Records supplied →

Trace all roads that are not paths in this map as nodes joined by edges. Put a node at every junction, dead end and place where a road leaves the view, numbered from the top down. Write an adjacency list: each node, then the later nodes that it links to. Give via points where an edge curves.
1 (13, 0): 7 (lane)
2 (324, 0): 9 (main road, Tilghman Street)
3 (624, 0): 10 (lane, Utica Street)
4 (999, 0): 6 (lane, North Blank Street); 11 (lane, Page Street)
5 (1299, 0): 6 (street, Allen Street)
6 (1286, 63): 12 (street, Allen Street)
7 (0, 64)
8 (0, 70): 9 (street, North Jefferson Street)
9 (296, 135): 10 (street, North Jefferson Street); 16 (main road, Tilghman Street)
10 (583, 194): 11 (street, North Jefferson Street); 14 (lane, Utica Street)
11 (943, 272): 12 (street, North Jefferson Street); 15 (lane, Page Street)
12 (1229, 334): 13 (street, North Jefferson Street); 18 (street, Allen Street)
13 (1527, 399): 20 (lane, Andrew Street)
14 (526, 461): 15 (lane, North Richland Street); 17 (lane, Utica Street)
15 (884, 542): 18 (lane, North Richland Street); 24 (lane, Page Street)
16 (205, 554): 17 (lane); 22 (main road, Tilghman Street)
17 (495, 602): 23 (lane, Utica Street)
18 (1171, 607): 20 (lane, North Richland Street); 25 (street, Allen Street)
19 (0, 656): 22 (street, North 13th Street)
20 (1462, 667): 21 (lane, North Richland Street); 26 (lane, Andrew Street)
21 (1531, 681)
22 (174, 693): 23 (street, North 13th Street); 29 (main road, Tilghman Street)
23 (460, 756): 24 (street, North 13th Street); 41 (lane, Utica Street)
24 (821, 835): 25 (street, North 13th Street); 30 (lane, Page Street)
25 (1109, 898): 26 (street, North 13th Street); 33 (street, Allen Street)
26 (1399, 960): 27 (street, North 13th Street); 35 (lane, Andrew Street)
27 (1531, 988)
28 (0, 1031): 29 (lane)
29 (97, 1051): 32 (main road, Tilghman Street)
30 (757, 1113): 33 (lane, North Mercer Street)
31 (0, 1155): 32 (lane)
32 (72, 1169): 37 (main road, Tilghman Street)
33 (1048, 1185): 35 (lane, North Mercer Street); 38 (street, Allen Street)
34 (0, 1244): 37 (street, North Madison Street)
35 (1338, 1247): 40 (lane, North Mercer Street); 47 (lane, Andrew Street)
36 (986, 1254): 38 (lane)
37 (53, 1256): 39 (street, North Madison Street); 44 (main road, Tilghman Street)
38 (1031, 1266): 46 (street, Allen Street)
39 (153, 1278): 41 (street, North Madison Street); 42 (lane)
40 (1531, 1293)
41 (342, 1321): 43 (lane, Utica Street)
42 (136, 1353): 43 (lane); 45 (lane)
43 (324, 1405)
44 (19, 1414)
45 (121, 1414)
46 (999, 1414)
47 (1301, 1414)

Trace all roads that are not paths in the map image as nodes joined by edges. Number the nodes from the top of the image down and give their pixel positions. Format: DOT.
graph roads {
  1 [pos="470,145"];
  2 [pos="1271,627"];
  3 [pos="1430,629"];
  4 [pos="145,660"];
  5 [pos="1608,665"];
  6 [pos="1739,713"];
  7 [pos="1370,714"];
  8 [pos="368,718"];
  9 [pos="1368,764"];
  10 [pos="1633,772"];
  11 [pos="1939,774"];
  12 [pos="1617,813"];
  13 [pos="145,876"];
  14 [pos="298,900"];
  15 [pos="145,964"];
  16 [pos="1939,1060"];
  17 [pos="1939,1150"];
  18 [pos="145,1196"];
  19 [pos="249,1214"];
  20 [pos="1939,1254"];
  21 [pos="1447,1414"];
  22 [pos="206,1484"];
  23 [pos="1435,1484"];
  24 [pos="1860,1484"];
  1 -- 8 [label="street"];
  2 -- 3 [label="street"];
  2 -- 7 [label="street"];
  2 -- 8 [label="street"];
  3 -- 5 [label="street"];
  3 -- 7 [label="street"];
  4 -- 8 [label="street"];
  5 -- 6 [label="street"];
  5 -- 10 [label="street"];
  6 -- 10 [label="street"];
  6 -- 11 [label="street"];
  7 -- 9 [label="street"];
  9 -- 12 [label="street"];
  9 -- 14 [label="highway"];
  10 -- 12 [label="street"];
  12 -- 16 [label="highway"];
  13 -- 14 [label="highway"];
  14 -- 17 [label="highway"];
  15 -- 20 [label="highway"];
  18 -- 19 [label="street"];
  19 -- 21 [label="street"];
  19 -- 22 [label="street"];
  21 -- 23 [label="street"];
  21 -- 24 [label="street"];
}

Exercise prompt → Could you transcribe all of the data exactly as it is given?

Exercise answer →
Trace all roads that are not paths in this map as nodes joined by edges. Put a node at every junction, dead end and place where a road leaves the view, numbered from the top down. Write an adjacency list: each node, then the later nodes that it links to. Give via points where an edge curves.
1 (13, 0): 7 (lane)
2 (324, 0): 9 (main road, Tilghman Street)
3 (624, 0): 10 (lane, Utica Street)
4 (999, 0): 6 (lane, North Blank Street); 11 (lane, Page Street)
5 (1299, 0): 6 (street, Allen Street)
6 (1286, 63): 12 (street, Allen Street)
7 (0, 64)
8 (0, 70): 9 (street, North Jefferson Street)
9 (296, 135): 10 (street, North Jefferson Street); 16 (main road, Tilghman Street)
10 (583, 194): 11 (street, North Jefferson Street); 14 (lane, Utica Street)
11 (943, 272): 12 (street, North Jefferson Street); 15 (lane, Page Street)
12 (1229, 334): 13 (street, North Jefferson Street); 18 (street, Allen Street)
13 (1527, 399): 20 (lane, Andrew Street)
14 (526, 461): 15 (lane, North Richland Street); 17 (lane, Utica Street)
15 (884, 542): 18 (lane, North Richland Street); 24 (lane, Page Street)
16 (205, 554): 17 (lane); 22 (main road, Tilghman Street)
17 (495, 602): 23 (lane, Utica Street)
18 (1171, 607): 20 (lane, North Richland Street); 25 (street, Allen Street)
19 (0, 656): 22 (street, North 13th Street)
20 (1462, 667): 21 (lane, North Richland Street); 26 (lane, Andrew Street)
21 (1531, 681)
22 (174, 693): 23 (street, North 13th Street); 29 (main road, Tilghman Street)
23 (460, 756): 24 (street, North 13th Street); 41 (lane, Utica Street)
24 (821, 835): 25 (street, North 13th Street); 30 (lane, Page Street)
25 (1109, 898): 26 (street, North 13th Street); 33 (street, Allen Street)
26 (1399, 960): 27 (street, North 13th Street); 35 (lane, Andrew Street)
27 (1531, 988)
28 (0, 1031): 29 (lane)
29 (97, 1051): 32 (main road, Tilghman Street)
30 (757, 1113): 33 (lane, North Mercer Street)
31 (0, 1155): 32 (lane)
32 (72, 1169): 37 (main road, Tilghman Street)
33 (1048, 1185): 35 (lane, North Mercer Street); 38 (street, Allen Street)
34 (0, 1244): 37 (street, North Madison Street)
35 (1338, 1247): 40 (lane, North Mercer Street); 47 (lane, Andrew Street)
36 (986, 1254): 38 (lane)
37 (53, 1256): 39 (street, North Madison Street); 44 (main road, Tilghman Street)
38 (1031, 1266): 46 (street, Allen Street)
39 (153, 1278): 41 (street, North Madison Street); 42 (lane)
40 (1531, 1293)
41 (342, 1321): 43 (lane, Utica Street)
42 (136, 1353): 43 (lane); 45 (lane)
43 (324, 1405)
44 (19, 1414)
45 (121, 1414)
46 (999, 1414)
47 (1301, 1414)

Trace all roads that are not paths in the map image as nodes joined by edges. Number the nodes from the top of the image down and give their pixel positions. Format: DOT.
graph roads {
  1 [pos="470,145"];
  2 [pos="1271,627"];
  3 [pos="1430,629"];
  4 [pos="145,660"];
  5 [pos="1608,665"];
  6 [pos="1739,713"];
  7 [pos="1370,714"];
  8 [pos="368,718"];
  9 [pos="1368,764"];
  10 [pos="1633,772"];
  11 [pos="1939,774"];
  12 [pos="1617,813"];
  13 [pos="145,876"];
  14 [pos="298,900"];
  15 [pos="145,964"];
  16 [pos="1939,1060"];
  17 [pos="1939,1150"];
  18 [pos="145,1196"];
  19 [pos="249,1214"];
  20 [pos="1939,1254"];
  21 [pos="1447,1414"];
  22 [pos="206,1484"];
  23 [pos="1435,1484"];
  24 [pos="1860,1484"];
  1 -- 8 [label="street"];
  2 -- 3 [label="street"];
  2 -- 7 [label="street"];
  2 -- 8 [label="street"];
  3 -- 5 [label="street"];
  3 -- 7 [label="street"];
  4 -- 8 [label="street"];
  5 -- 6 [label="street"];
  5 -- 10 [label="street"];
  6 -- 10 [label="street"];
  6 -- 11 [label="street"];
  7 -- 9 [label="street"];
  9 -- 12 [label="street"];
  9 -- 14 [label="highway"];
  10 -- 12 [label="street"];
  12 -- 16 [label="highway"];
  13 -- 14 [label="highway"];
  14 -- 17 [label="highway"];
  15 -- 20 [label="highway"];
  18 -- 19 [label="street"];
  19 -- 21 [label="street"];
  19 -- 22 [label="street"];
  21 -- 23 [label="street"];
  21 -- 24 [label="street"];
}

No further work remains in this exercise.